Return the data below in full, matching every line exactly.

Records START

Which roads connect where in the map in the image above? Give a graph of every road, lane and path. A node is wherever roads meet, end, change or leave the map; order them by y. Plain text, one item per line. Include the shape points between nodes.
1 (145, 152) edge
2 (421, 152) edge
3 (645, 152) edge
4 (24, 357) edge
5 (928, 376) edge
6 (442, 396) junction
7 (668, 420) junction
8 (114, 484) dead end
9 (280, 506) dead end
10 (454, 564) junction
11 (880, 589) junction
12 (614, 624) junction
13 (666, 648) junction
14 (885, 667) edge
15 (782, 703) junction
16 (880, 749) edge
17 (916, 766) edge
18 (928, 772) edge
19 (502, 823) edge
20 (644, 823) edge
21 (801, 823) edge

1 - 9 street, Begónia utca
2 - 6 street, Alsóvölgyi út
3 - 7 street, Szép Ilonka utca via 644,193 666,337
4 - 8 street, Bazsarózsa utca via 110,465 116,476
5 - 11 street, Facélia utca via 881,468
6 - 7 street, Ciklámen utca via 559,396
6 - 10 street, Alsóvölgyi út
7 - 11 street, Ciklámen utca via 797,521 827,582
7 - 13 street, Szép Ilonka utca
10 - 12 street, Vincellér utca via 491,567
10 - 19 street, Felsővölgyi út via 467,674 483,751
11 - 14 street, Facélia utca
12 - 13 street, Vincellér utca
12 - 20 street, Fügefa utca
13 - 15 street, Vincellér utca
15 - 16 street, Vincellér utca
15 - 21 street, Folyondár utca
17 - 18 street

Records END

Reply.
Which roads connect where in the map in the image above? Give a graph of every road, lane and path. A node is wherever roads meet, end, change or leave the map; order them by y. Plain text, one item per line. Include the shape points between nodes.
1 (145, 152) edge
2 (421, 152) edge
3 (645, 152) edge
4 (24, 357) edge
5 (928, 376) edge
6 (442, 396) junction
7 (668, 420) junction
8 (114, 484) dead end
9 (280, 506) dead end
10 (454, 564) junction
11 (880, 589) junction
12 (614, 624) junction
13 (666, 648) junction
14 (885, 667) edge
15 (782, 703) junction
16 (880, 749) edge
17 (916, 766) edge
18 (928, 772) edge
19 (502, 823) edge
20 (644, 823) edge
21 (801, 823) edge

1 - 9 street, Begónia utca
2 - 6 street, Alsóvölgyi út
3 - 7 street, Szép Ilonka utca via 644,193 666,337
4 - 8 street, Bazsarózsa utca via 110,465 116,476
5 - 11 street, Facélia utca via 881,468
6 - 7 street, Ciklámen utca via 559,396
6 - 10 street, Alsóvölgyi út
7 - 11 street, Ciklámen utca via 797,521 827,582
7 - 13 street, Szép Ilonka utca
10 - 12 street, Vincellér utca via 491,567
10 - 19 street, Felsővölgyi út via 467,674 483,751
11 - 14 street, Facélia utca
12 - 13 street, Vincellér utca
12 - 20 street, Fügefa utca
13 - 15 street, Vincellér utca
15 - 16 street, Vincellér utca
15 - 21 street, Folyondár utca
17 - 18 street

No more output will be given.